Extracted records
====================

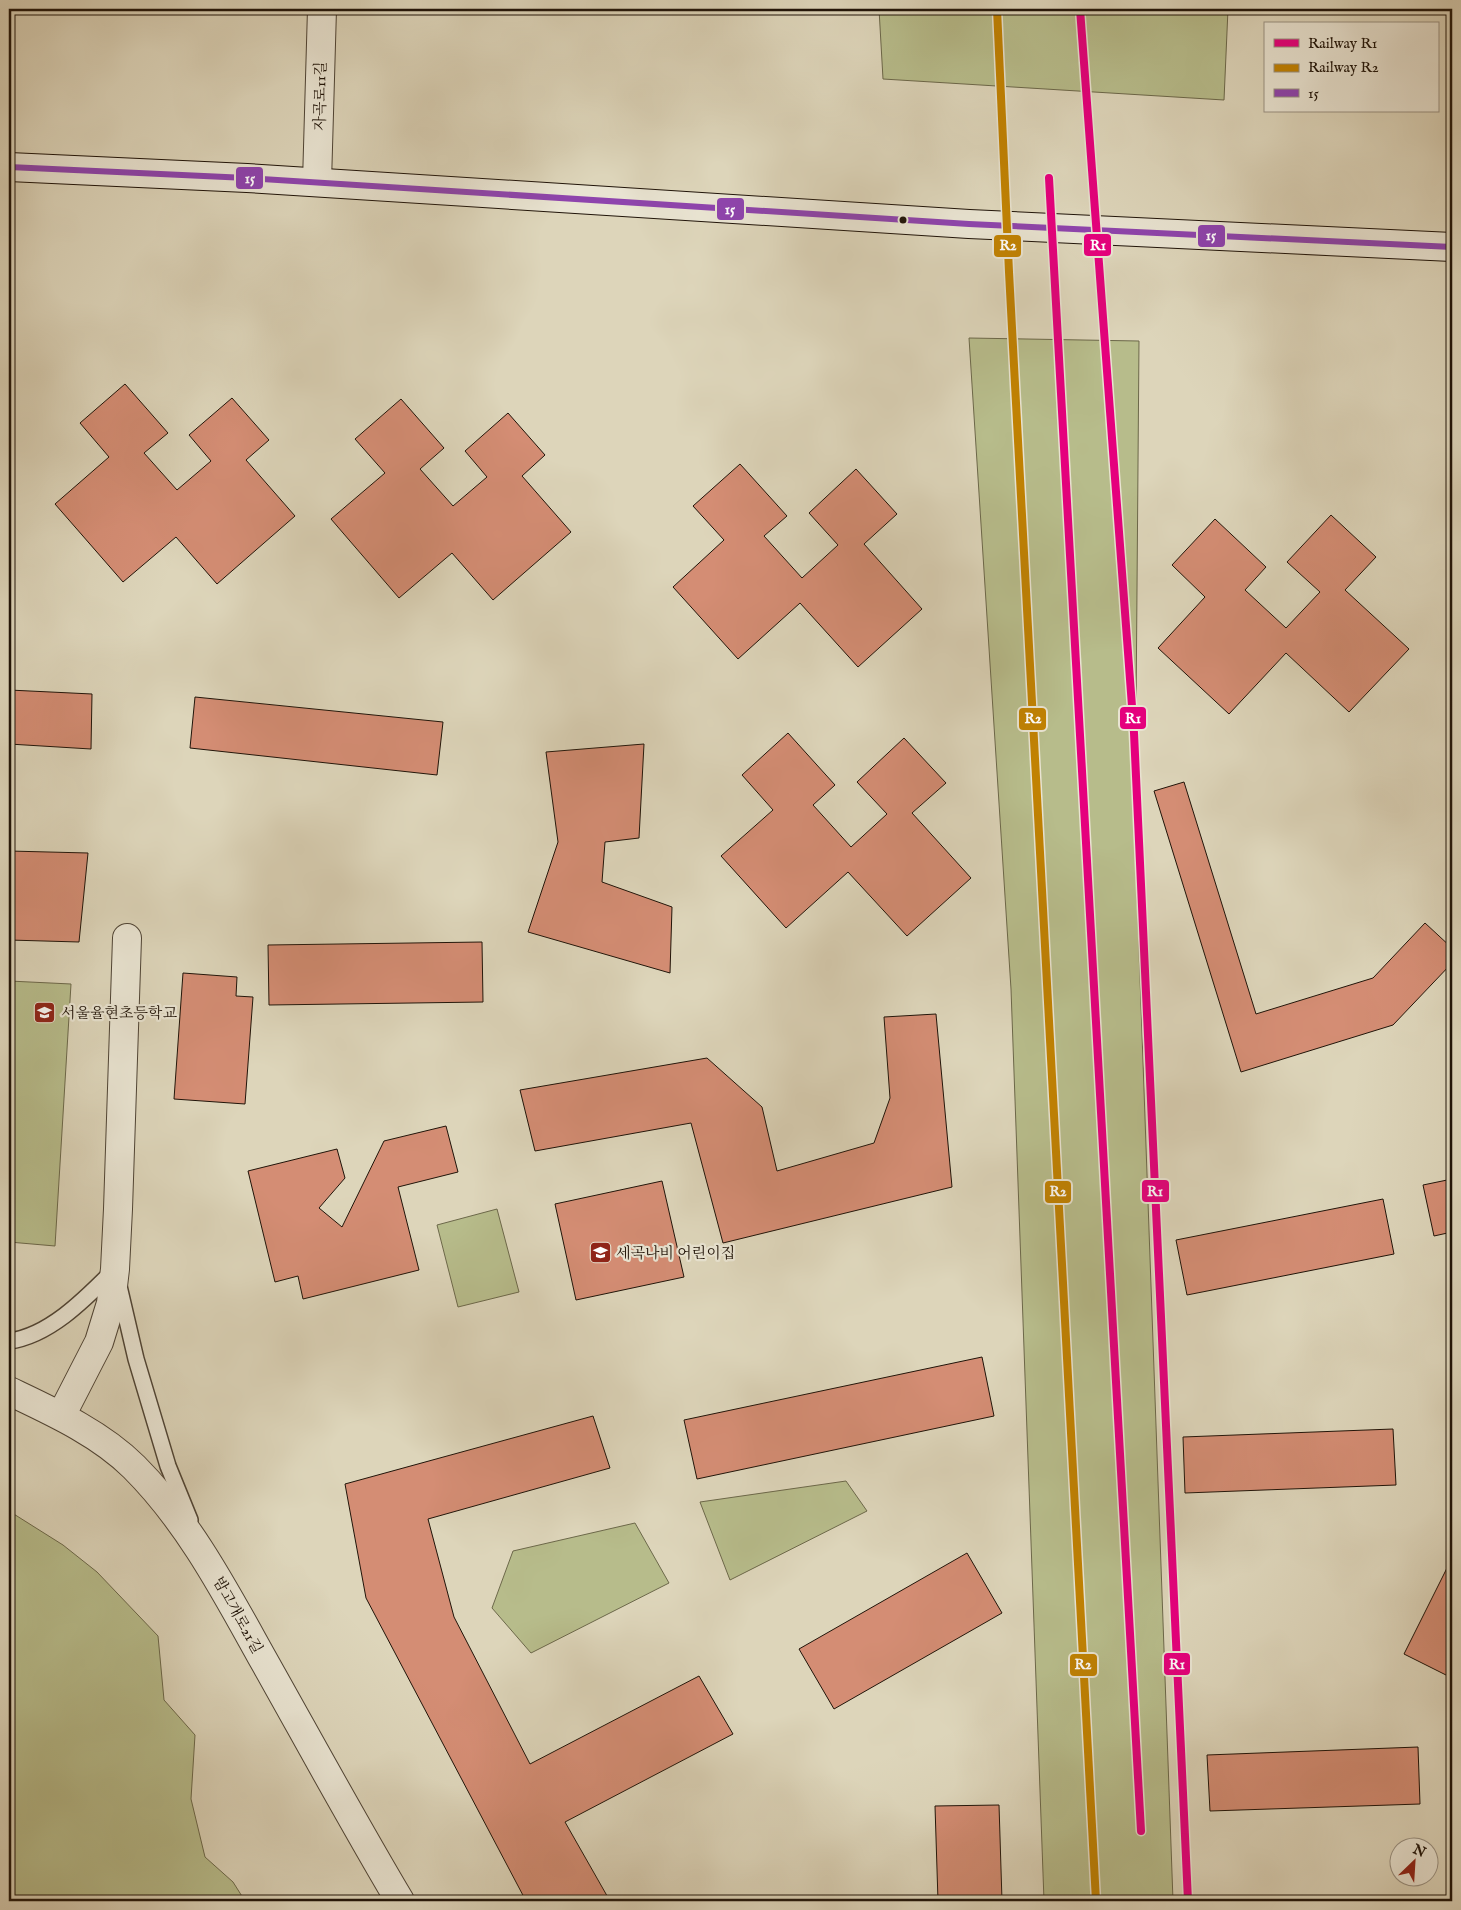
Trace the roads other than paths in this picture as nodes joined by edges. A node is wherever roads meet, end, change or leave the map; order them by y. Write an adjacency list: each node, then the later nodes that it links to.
1 (322, 9): 3 (main road, 자곡로11길)
2 (9, 167): 3 (main road)
3 (317, 182): 4 (main road)
4 (1452, 247)
5 (127, 938): 6 (main road)
6 (115, 1269): 7 (lane); 9 (main road); 10 (lane)
7 (9, 1341)
8 (9, 1391): 9 (main road, 밤고개로21길)
9 (61, 1416): 10 (main road, 밤고개로21길)
10 (203, 1553): 11 (main road, 밤고개로21길)
11 (400, 1901)

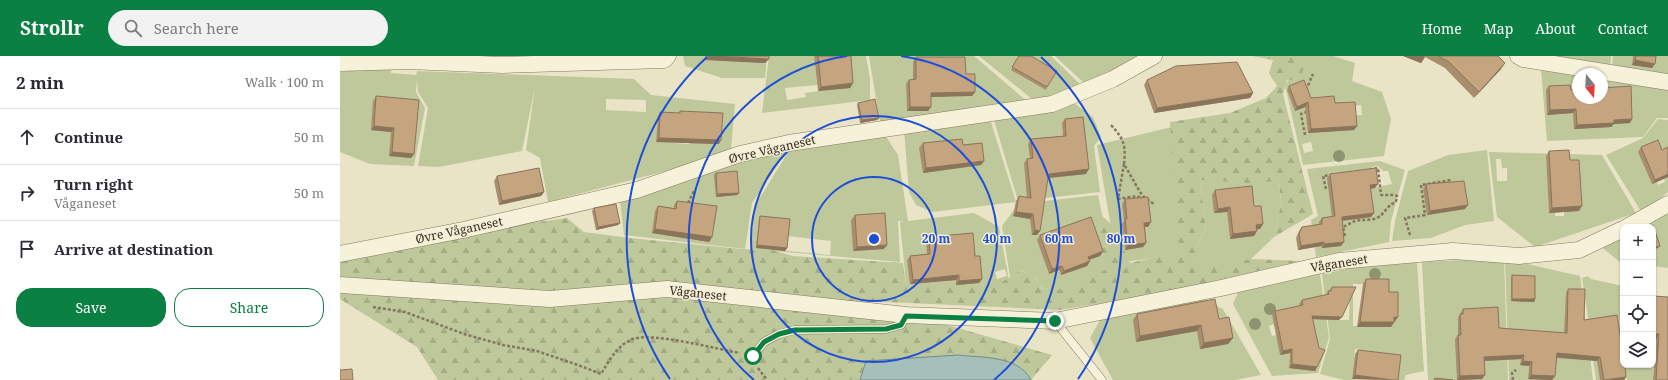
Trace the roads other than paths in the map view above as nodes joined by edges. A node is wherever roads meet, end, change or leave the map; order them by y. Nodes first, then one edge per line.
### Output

====================

> What you are asked to do
Please give the data again in full, exactly as written, but without any images.

> Solution
Trace the roads other than paths in this picture as nodes joined by edges. A node is wherever roads meet, end, change or leave the map; order them by y. Write an adjacency list: each node, then the later nodes that it links to.
1 (322, 9): 3 (main road, 자곡로11길)
2 (9, 167): 3 (main road)
3 (317, 182): 4 (main road)
4 (1452, 247)
5 (127, 938): 6 (main road)
6 (115, 1269): 7 (lane); 9 (main road); 10 (lane)
7 (9, 1341)
8 (9, 1391): 9 (main road, 밤고개로21길)
9 (61, 1416): 10 (main road, 밤고개로21길)
10 (203, 1553): 11 (main road, 밤고개로21길)
11 (400, 1901)

Trace the roads other than paths in the map view above as nodes joined by edges. A node is wherever roads meet, end, change or leave the map; order them by y. Nodes first, then one edge per line.
### Output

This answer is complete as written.